◆ DESCRIPTION OF THE TASK:
Word for word, and without a single picture, repeat the entries.
━━━━━ TASK MATERIAL ━━━━━
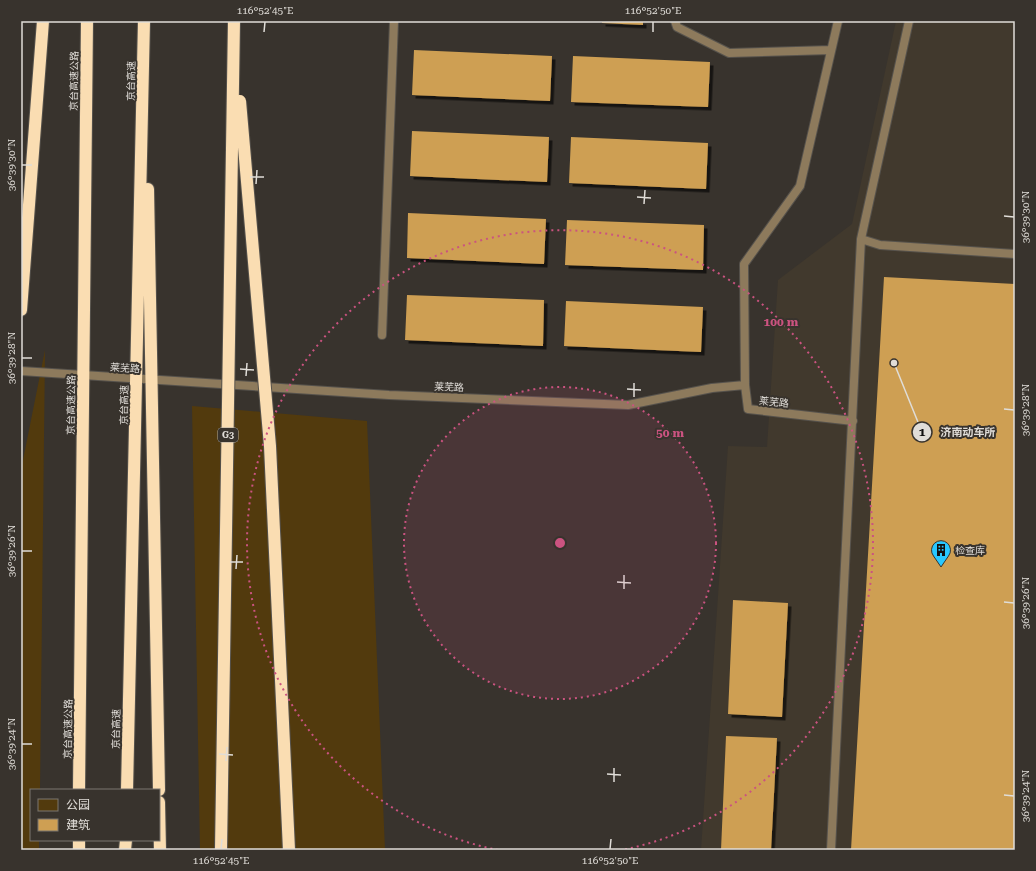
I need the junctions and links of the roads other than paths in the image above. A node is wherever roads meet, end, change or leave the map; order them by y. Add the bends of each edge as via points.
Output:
1 (43, 21) edge
2 (87, 21) edge
3 (145, 21) edge
4 (234, 21) edge
5 (394, 21) edge
6 (675, 21) edge
7 (838, 21) edge
8 (909, 21) edge
9 (235, 36) junction
10 (831, 50) junction
11 (861, 239) junction
12 (1015, 254) edge
13 (21, 310) edge
14 (382, 334) dead end
15 (21, 371) edge
16 (745, 386) junction
17 (853, 421) junction
18 (79, 789) edge
19 (127, 789) edge
20 (159, 789) edge
21 (221, 850) edge
22 (289, 850) edge
23 (831, 850) edge

1 - 13 highway
2 - 18 highway, 京台高速公路
3 - 19 highway, 京台高速
3 - 20 highway
4 - 9 highway, G3, bridge
5 - 14 lane
6 - 10 lane via 677,27 728,53
7 - 10 lane
8 - 11 lane
9 - 21 highway, G3, bridge
9 - 22 highway, bridge via 270,446
10 - 16 lane via 800,186 744,264
11 - 12 lane via 880,245
11 - 17 lane
15 - 16 lane, 莱芜路 via 389,395 628,405 712,388
16 - 17 lane, 莱芜路 via 748,409
17 - 23 lane

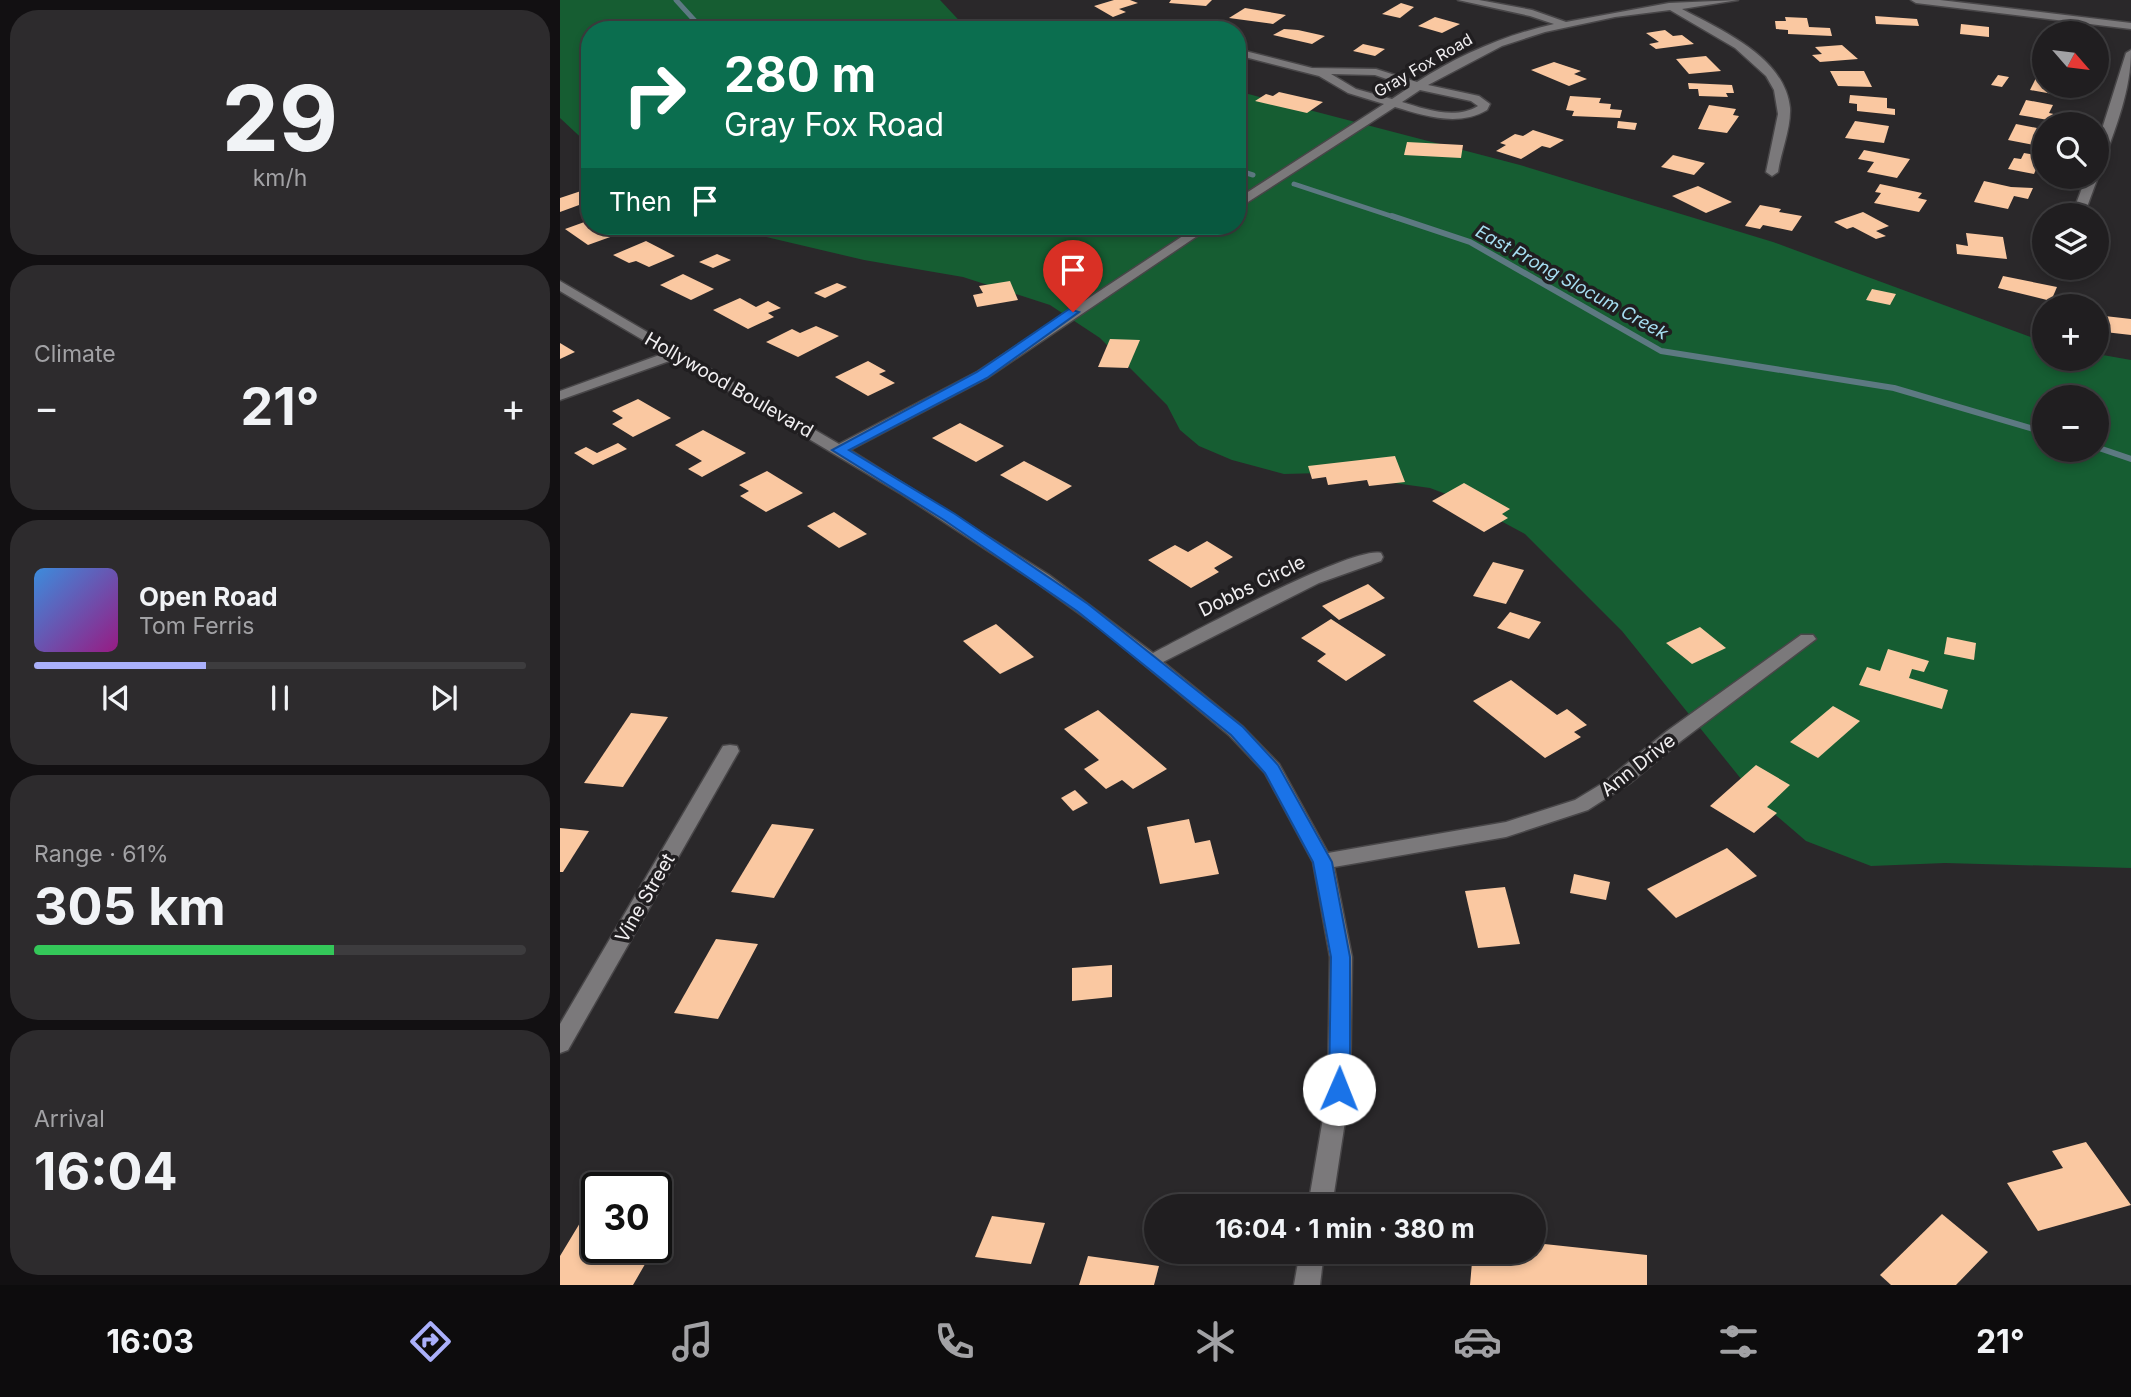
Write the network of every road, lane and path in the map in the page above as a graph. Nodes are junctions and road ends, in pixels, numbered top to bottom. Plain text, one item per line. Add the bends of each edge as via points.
1 (1463, 0) edge
2 (1733, 0) edge
3 (1916, 0) edge
4 (1668, 6) junction
5 (1563, 24) junction
6 (2131, 26) edge
7 (2131, 53) edge
8 (1246, 54) edge
9 (1312, 71) junction
10 (1417, 86) junction
11 (1391, 103) junction
12 (2109, 131) edge
13 (1772, 172) dead end
14 (1246, 199) edge
15 (1192, 235) edge
16 (560, 285) edge
17 (676, 354) junction
18 (560, 396) edge
19 (839, 450) junction
20 (1375, 557) dead end
21 (1807, 639) dead end
22 (1151, 661) junction
23 (730, 751) dead end
24 (1323, 862) junction
25 (560, 1044) edge
26 (1322, 1194) edge
27 (1310, 1264) edge
28 (1307, 1285) edge

1 - 5 street
2 - 4 street, Gray Fox Road
3 - 6 street
4 - 5 street, Gray Fox Road
4 - 13 street via 1745,50 1781,93 1784,116
5 - 10 street, Gray Fox Road via 1479,52
7 - 12 street
8 - 9 street
9 - 10 street via 1376,72
9 - 11 street via 1352,92
10 - 11 street, Gray Fox Road
10 - 11 street via 1475,98 1483,108 1456,116
11 - 14 street, Gray Fox Road
15 - 19 street via 982,375
16 - 17 street, Hollywood Boulevard
17 - 18 street
17 - 19 street, Hollywood Boulevard
19 - 22 street, Hollywood Boulevard via 1043,579
20 - 22 street, Dobbs Circle via 1313,579
21 - 24 street, Ann Drive via 1673,737 1614,787 1568,811 1481,835 1371,850
22 - 24 street, Hollywood Boulevard via 1237,731 1272,769
23 - 25 street, Vine Street
24 - 26 street, Hollywood Boulevard via 1340,957 1341,1020 1339,1089
27 - 28 street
━━━━━
◆ RESULT FOR THIS EXERCISE:
I need the junctions and links of the roads other than paths in the image above. A node is wherever roads meet, end, change or leave the map; order them by y. Add the bends of each edge as via points.
Output:
1 (43, 21) edge
2 (87, 21) edge
3 (145, 21) edge
4 (234, 21) edge
5 (394, 21) edge
6 (675, 21) edge
7 (838, 21) edge
8 (909, 21) edge
9 (235, 36) junction
10 (831, 50) junction
11 (861, 239) junction
12 (1015, 254) edge
13 (21, 310) edge
14 (382, 334) dead end
15 (21, 371) edge
16 (745, 386) junction
17 (853, 421) junction
18 (79, 789) edge
19 (127, 789) edge
20 (159, 789) edge
21 (221, 850) edge
22 (289, 850) edge
23 (831, 850) edge

1 - 13 highway
2 - 18 highway, 京台高速公路
3 - 19 highway, 京台高速
3 - 20 highway
4 - 9 highway, G3, bridge
5 - 14 lane
6 - 10 lane via 677,27 728,53
7 - 10 lane
8 - 11 lane
9 - 21 highway, G3, bridge
9 - 22 highway, bridge via 270,446
10 - 16 lane via 800,186 744,264
11 - 12 lane via 880,245
11 - 17 lane
15 - 16 lane, 莱芜路 via 389,395 628,405 712,388
16 - 17 lane, 莱芜路 via 748,409
17 - 23 lane

Write the network of every road, lane and path in the map in the page above as a graph. Nodes are junctions and road ends, in pixels, numbered top to bottom. Plain text, one item per line. Add the bends of each edge as via points.
1 (1463, 0) edge
2 (1733, 0) edge
3 (1916, 0) edge
4 (1668, 6) junction
5 (1563, 24) junction
6 (2131, 26) edge
7 (2131, 53) edge
8 (1246, 54) edge
9 (1312, 71) junction
10 (1417, 86) junction
11 (1391, 103) junction
12 (2109, 131) edge
13 (1772, 172) dead end
14 (1246, 199) edge
15 (1192, 235) edge
16 (560, 285) edge
17 (676, 354) junction
18 (560, 396) edge
19 (839, 450) junction
20 (1375, 557) dead end
21 (1807, 639) dead end
22 (1151, 661) junction
23 (730, 751) dead end
24 (1323, 862) junction
25 (560, 1044) edge
26 (1322, 1194) edge
27 (1310, 1264) edge
28 (1307, 1285) edge

1 - 5 street
2 - 4 street, Gray Fox Road
3 - 6 street
4 - 5 street, Gray Fox Road
4 - 13 street via 1745,50 1781,93 1784,116
5 - 10 street, Gray Fox Road via 1479,52
7 - 12 street
8 - 9 street
9 - 10 street via 1376,72
9 - 11 street via 1352,92
10 - 11 street, Gray Fox Road
10 - 11 street via 1475,98 1483,108 1456,116
11 - 14 street, Gray Fox Road
15 - 19 street via 982,375
16 - 17 street, Hollywood Boulevard
17 - 18 street
17 - 19 street, Hollywood Boulevard
19 - 22 street, Hollywood Boulevard via 1043,579
20 - 22 street, Dobbs Circle via 1313,579
21 - 24 street, Ann Drive via 1673,737 1614,787 1568,811 1481,835 1371,850
22 - 24 street, Hollywood Boulevard via 1237,731 1272,769
23 - 25 street, Vine Street
24 - 26 street, Hollywood Boulevard via 1340,957 1341,1020 1339,1089
27 - 28 street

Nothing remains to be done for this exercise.